Fiber-optic communication works on the principle of ‘Total Internal Reflection’ which is summarized below

 

Total Internal Reflection

           When a light ray is incident on a boundary separating two different media, part of the ray is reflected back into the first medium and while the other part is bent and enters into the second medium. The bending in the second medium known as refraction and depends on the refractive index of the two media.

           By Snell’s Law

n₁sinφ₁ = n₂sinφ₂

sinφ₁/sinφ ₂ = n₂/n₁

where n₁ and n₂ are the refractive indices of the medium 1 and 2 respectively and φ₁ and φ₂ are the angle of incidence and angle of refraction respectively.

         For n₁>n₂, if sinφ₁=n₂/n₁  then φ₂=90°.(Here, φ₁ is known as the ‘Critical Angle’). If we further increase φ₁ from this angle there will be no refracted wave and the light ray will be completely reflected into the first medium. This phenomenon is known as the Total Internal Reflection.

 

        A fiber-optic cable consists of a core surrounded by cladding materials which respectively serve as the denser and the rarer medium. It may be noted that fiber used in this experiment has a core refractive index is 1.492 and the cladding refractive index is 1.406.

 

 Acceptance Angle in Fiber-Optic Cable

           Since the optical fiber works on the principle of ‘Total Internal Reflection’ only the rays with an angle greater than the ‘Critical Angle’ at core-cladding interface will be transmitted. The particular angles of incidence at which it can transmit a light ray is called the Acceptance Angle.In our experiment, the Acceptance Angle is nearly 60°.

Meridional ray at critical angle φ within the fiber at core cladding interface.

 

Numerical Aperture

            This gives the relation between the acceptance angle and the refractive indices of the three media involved viz. the core, the cladding and the air. This is given as

Numerical Aperture = n₀sinθ_a = (n₁²-n₂²)^1/2

where n₀ is the refractive index of air, n₁ is the refractive index of the core and n₂ is the refractive index of the cladding.In our experiment, Numerical Aperture is nearly 0.5.

Transmitter

          An optical transmitter is needed to convert an electrical signal to a light pulse for transmission in the optical medium i.e. the fiber-optic cable. The most commonly used optical transmitters are semiconductor devices such as Light-Emitting Diodes (LEDs) and Laser Diodes. In our experiment, we have used an LED transmitter.

Fiber-optic Cable

         An optical fiber is a dielectric waveguide that operates at optical frequencies. This is normally in a cylindrical wave. It confines the electromagnetic energy in the form of light to within its surface and guides the light in the direction parallel to its axis.

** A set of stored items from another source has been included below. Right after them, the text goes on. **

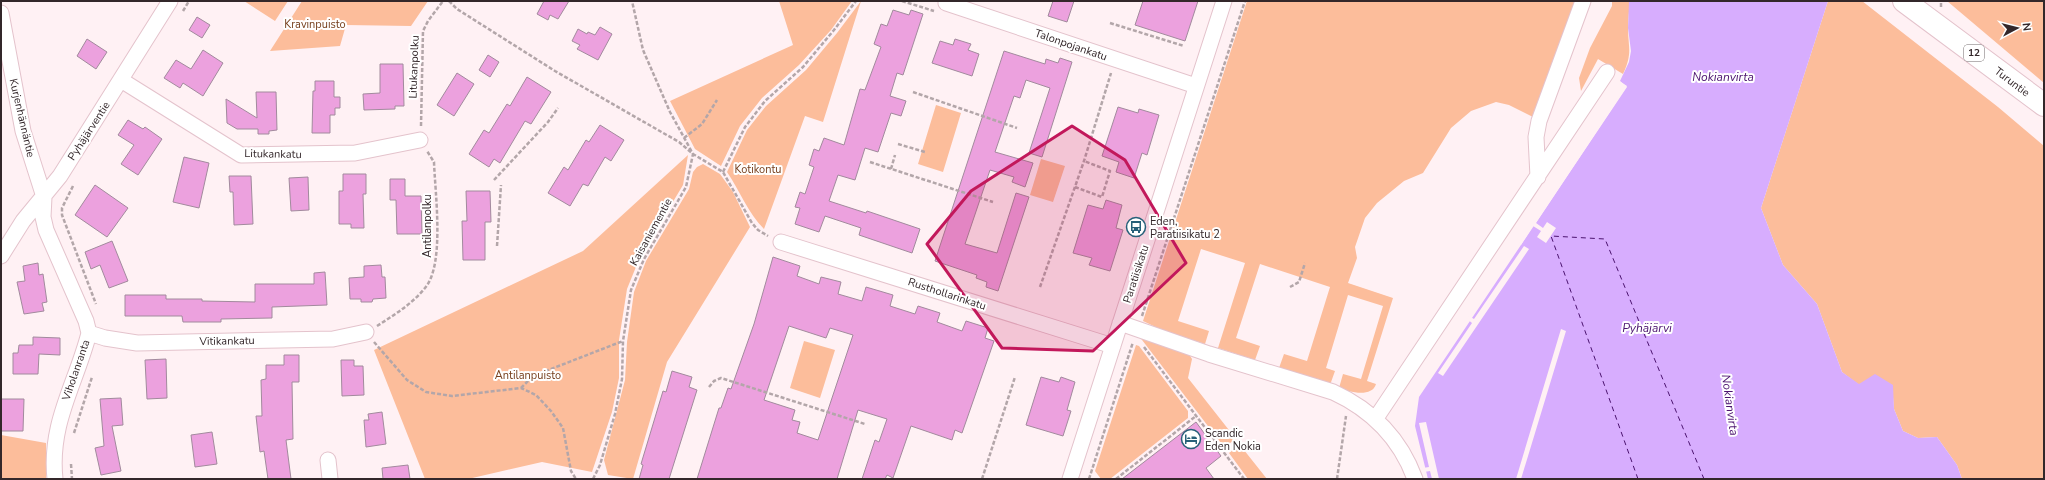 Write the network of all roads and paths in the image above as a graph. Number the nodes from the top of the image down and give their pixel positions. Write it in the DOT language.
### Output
graph roads {
  1 [pos="170,1"];
  2 [pos="189,1"];
  3 [pos="443,1"];
  4 [pos="448,1"];
  5 [pos="632,1"];
  6 [pos="856,1"];
  7 [pos="902,1"];
  8 [pos="1224,1"];
  9 [pos="1245,1"];
  10 [pos="1583,1"];
  11 [pos="1904,1"];
  12 [pos="941,7"];
  13 [pos="1,13"];
  14 [pos="182,13"];
  15 [pos="1110,23"];
  16 [pos="1184,46"];
  17 [pos="1116,60"];
  18 [pos="1607,72"];
  19 [pos="121,80"];
  20 [pos="1196,86"];
  21 [pos="913,92"];
  22 [pos="717,100"];
  23 [pos="2044,105"];
  24 [pos="558,108"];
  25 [pos="1016,128"];
  26 [pos="684,138"];
  27 [pos="420,140"];
  28 [pos="898,144"];
  29 [pos="925,152"];
  30 [pos="693,154"];
  31 [pos="895,155"];
  32 [pos="1084,161"];
  33 [pos="870,162"];
  34 [pos="891,169"];
  35 [pos="723,172"];
  36 [pos="1538,177"];
  37 [pos="494,180"];
  38 [pos="73,185"];
  39 [pos="501,185"];
  40 [pos="1075,187"];
  41 [pos="44,197"];
  42 [pos="993,202"];
  43 [pos="781,242"];
  44 [pos="497,246"];
  45 [pos="1,256"];
  46 [pos="1305,263"];
  47 [pos="1040,287"];
  48 [pos="1290,287"];
  49 [pos="97,305"];
  50 [pos="1120,323"];
  51 [pos="366,332"];
  52 [pos="1136,332"];
  53 [pos="89,333"];
  54 [pos="623,341"];
  55 [pos="1113,346"];
  56 [pos="93,374"];
  57 [pos="1016,377"];
  58 [pos="709,387"];
  59 [pos="521,388"];
  60 [pos="1348,399"];
  61 [pos="1196,416"];
  62 [pos="1376,418"];
  63 [pos="865,424"];
  64 [pos="72,439"];
  65 [pos="328,460"];
  66 [pos="70,461"];
  67 [pos="54,479"];
  68 [pos="72,479"];
  69 [pos="330,479"];
  70 [pos="576,479"];
  71 [pos="593,479"];
  72 [pos="982,479"];
  73 [pos="1070,479"];
  74 [pos="1089,479"];
  75 [pos="1116,479"];
  76 [pos="1244,479"];
  77 [pos="1337,479"];
  78 [pos="1415,479"];
  1 -- 19 [label="street, Pyhäjärventie"];
  2 -- 14 [label="path"];
  3 -- 27 [label="path, Litukanpolku"];
  4 -- 30 [label="path"];
  5 -- 26 [label="path"];
  6 -- 35 [label="path"];
  7 -- 12 [label="path"];
  8 -- 20 [label="street, Paratiisikatu"];
  9 -- 52 [label="path"];
  10 -- 36 [label="street"];
  11 -- 23 [label="highway, Turuntie / 12"];
  12 -- 17 [label="street, Talonpojankatu"];
  13 -- 41 [label="street, Kurjenhännäntie"];
  15 -- 16 [label="path"];
  17 -- 20 [label="street, Talonpojankatu"];
  17 -- 32 [label="path"];
  18 -- 36 [label="street"];
  19 -- 27 [label="street, Litukankatu"];
  19 -- 41 [label="street, Pyhäjärventie"];
  20 -- 50 [label="street, Paratiisikatu"];
  21 -- 25 [label="path"];
  22 -- 26 [label="path"];
  24 -- 37 [label="path"];
  26 -- 30 [label="path"];
  27 -- 51 [label="path, Antilanpolku"];
  28 -- 29 [label="path"];
  30 -- 35 [label="path"];
  30 -- 54 [label="path, Kaisaniementie"];
  31 -- 34 [label="path"];
  32 -- 40 [label="path"];
  32 -- 40 [label="path"];
  33 -- 34 [label="path"];
  34 -- 42 [label="path"];
  35 -- 43 [label="path"];
  36 -- 62 [label="street"];
  38 -- 49 [label="path"];
  39 -- 44 [label="path"];
  40 -- 47 [label="path"];
  41 -- 45 [label="street, Pyhäjärventie"];
  41 -- 53 [label="street, Viholanranta"];
  43 -- 55 [label="street, Rusthollarinkatu"];
  46 -- 48 [label="path"];
  50 -- 52 [label="street"];
  50 -- 55 [label="street, Paratiisikatu"];
  51 -- 53 [label="street, Vitikankatu"];
  51 -- 59 [label="path"];
  52 -- 60 [label="street"];
  52 -- 61 [label="path"];
  52 -- 74 [label="path"];
  53 -- 67 [label="street, Viholanranta"];
  54 -- 59 [label="path"];
  54 -- 71 [label="path, Kaisaniementie"];
  55 -- 73 [label="street, Paratiisikatu"];
  56 -- 64 [label="path"];
  57 -- 72 [label="path"];
  58 -- 63 [label="path"];
  59 -- 70 [label="path"];
  60 -- 62 [label="street"];
  60 -- 77 [label="path"];
  61 -- 75 [label="path"];
  61 -- 76 [label="path"];
  62 -- 78 [label="street"];
  65 -- 69 [label="street"];
  66 -- 68 [label="path"];
} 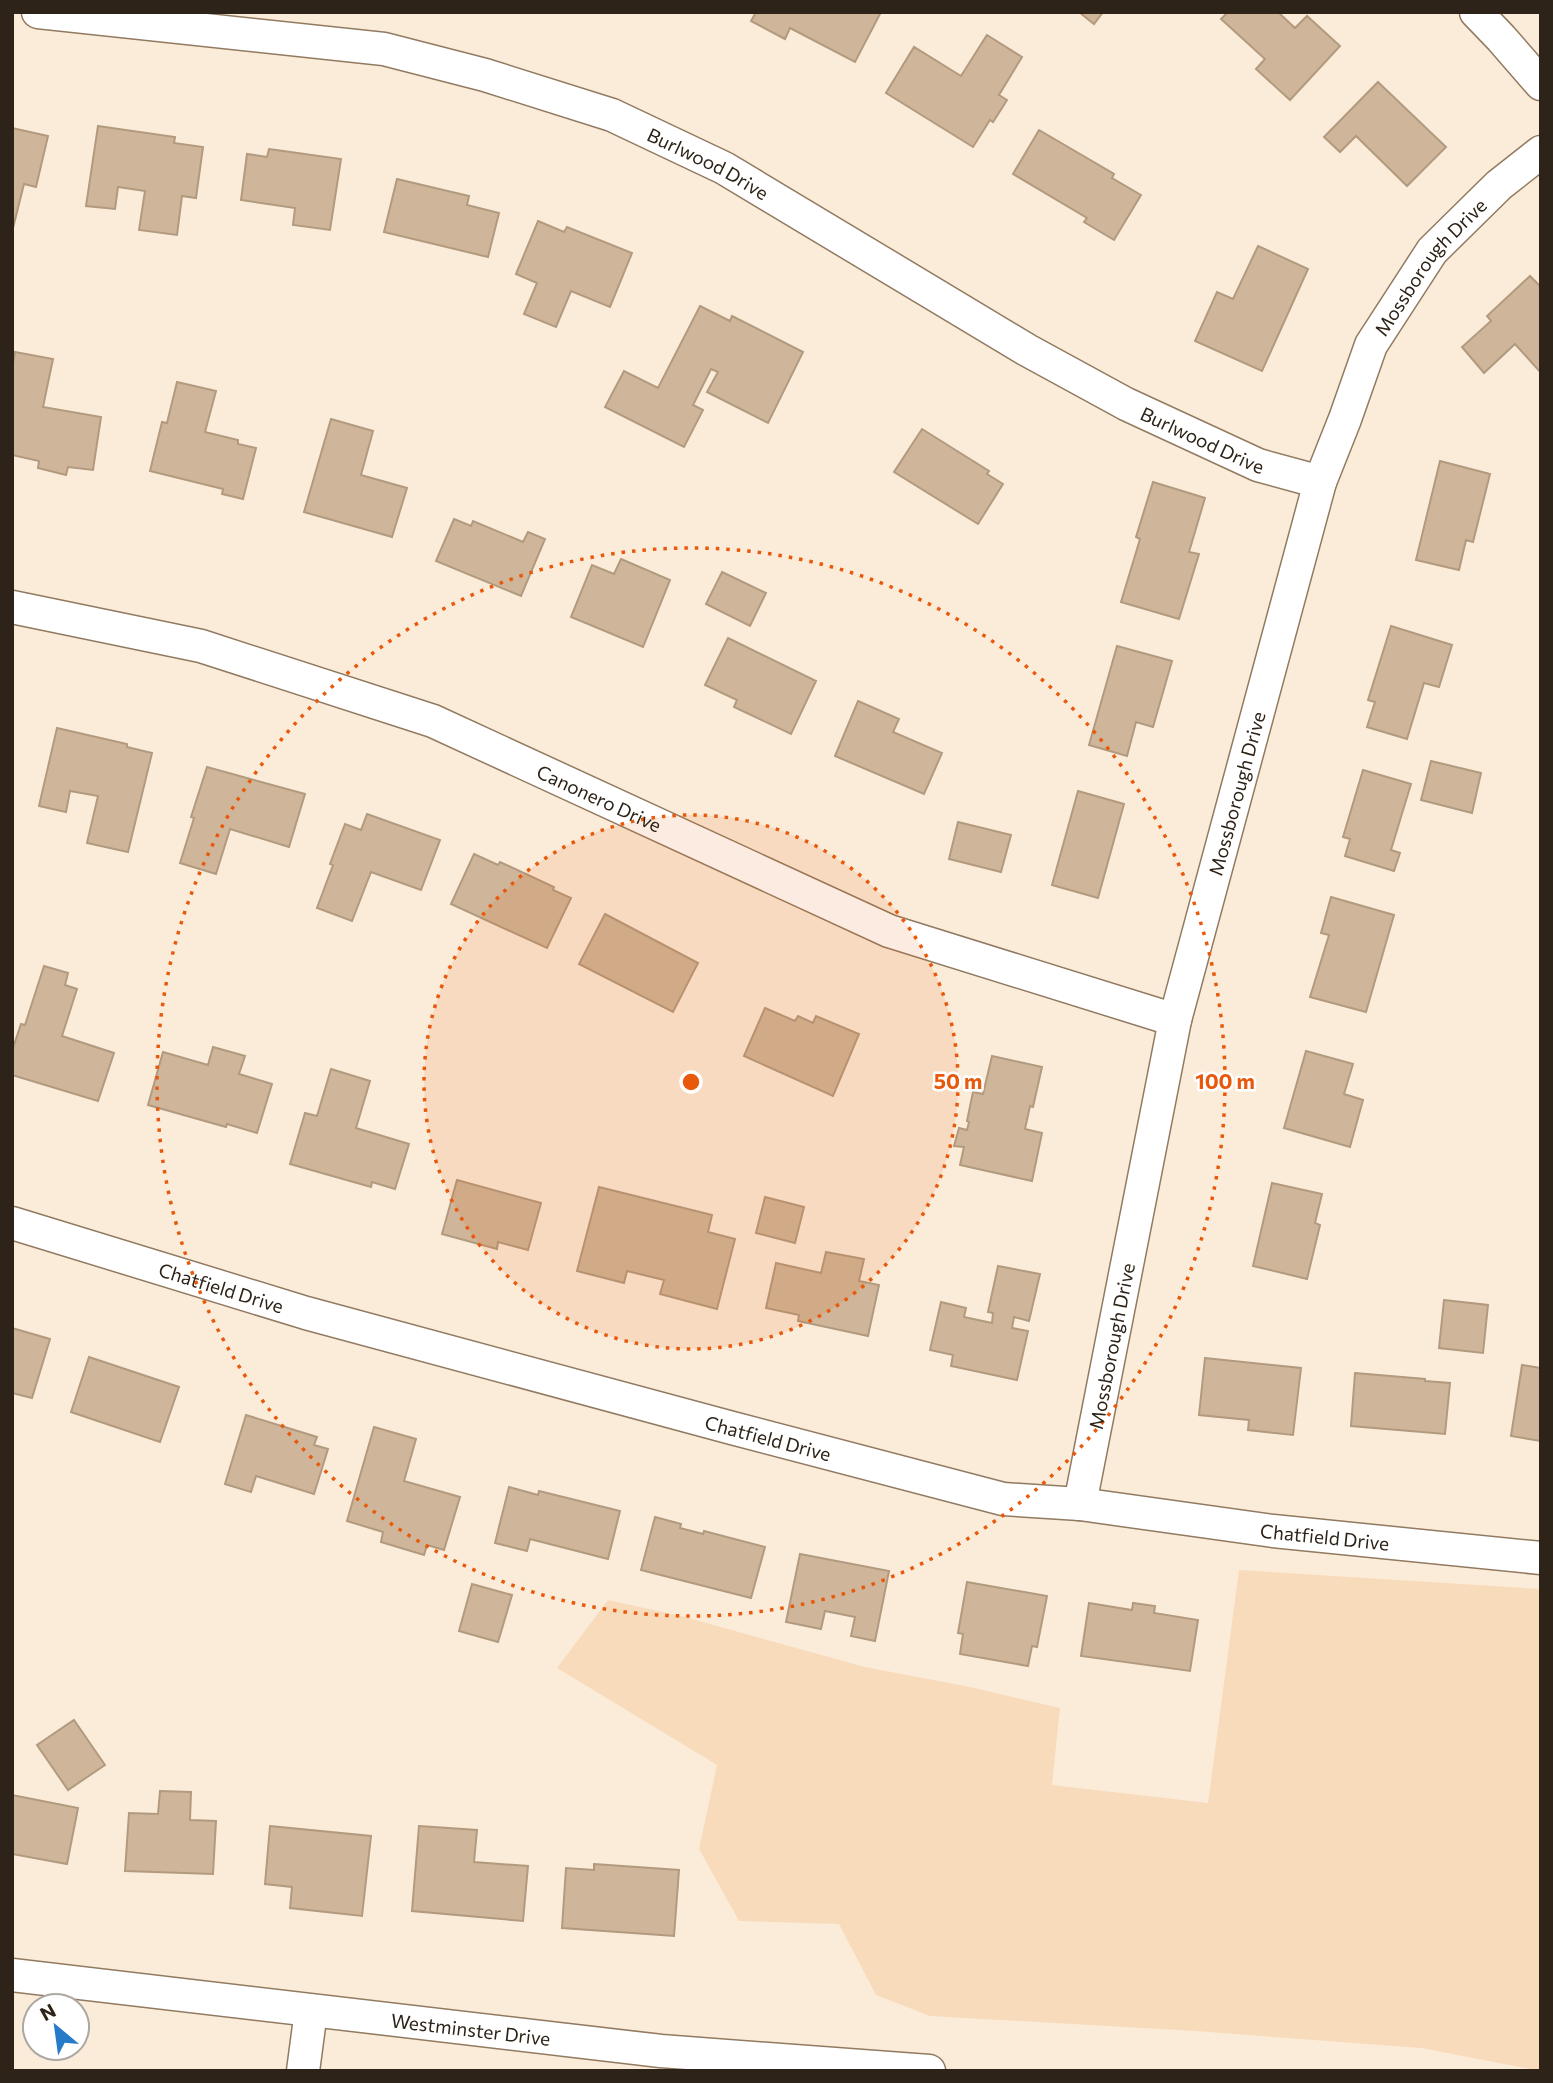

         The simplest fiber optic cable consists of two concentric layers of transparent materials. The inner portion (the core) transports the light; the outer covering (the cladding) must have a lower refractive index than the core so the two of them are made of different materials. To provide mechanical protection to the cladding, an additional plastic layer, the Primary Buffer is added. 

The way the material composition of the core is varied gives rise to the two commonly used fiber types

1.      Step index fiber

2.      Graded index fiber

 

1.Step-index Fiber

      In a step-index fiber, the core of refractive index of n₁ is surrounded by a cladding of refractive index n₂ where

n₂=n₁(1-∆)

The parameter ∆ is called the core-cladding index difference. Values of n2 are chosen such that ∆ is nominally 0.01.Typical values of this range from 1 to 3 percent for multimode fibers and 0.2 to 1 percent for single-mode fibers

 

2.Graded-index fiber

    In graded-index fiber, the core refractive index decreases continuously with increasing radial distance r from the centre of fiber, but the refractive index is generally constant in the cladding.

n(r)=n₁[1-2∆(r/a)^α ]^1/2  for 0 ≤ r ≤ a

n₁(i-2∆)^1/2 ≈ n₁(1-∆) = n₂ for r ≥ a

    Here, a is the core radius, n₁ is the refractive index at the core axis, n₂ is the refractive index of the cladding, and the dimensionless parameter α defines the shape of the index profile. The index difference ∆ for the graded-index fiber is given by

∆=(n₁²-n₂²)/2n₁² = (n₁-n₂)/n₁

We have used a step-index fiber in this experiment.

 

Receiver

        An optical receiver is needed to convert light pulses to electrical signals. The main component of an optical receiver is a photodetector, which converts light into electricity using thephotoelectric effect.In our experiment the photodetector is a semiconductor based photodiode.

 

Types of Transmission

         There are two types of transmission schemes may be present in fiber-optic transmission system.

 

Single Mode

        As the name implies, single mode optical fiber is designed to propagate onlyone light ray. It is used in high speed long distance communication.

Multi Mode

      A multi mode optical fiber is designed to propagate more than one light wave at a time. A larger diameter of the core is required to accommodate more light rays facilitate the transmission. It is typically used in short distance communication.In this particular experiment, we have used amulti mode fiber.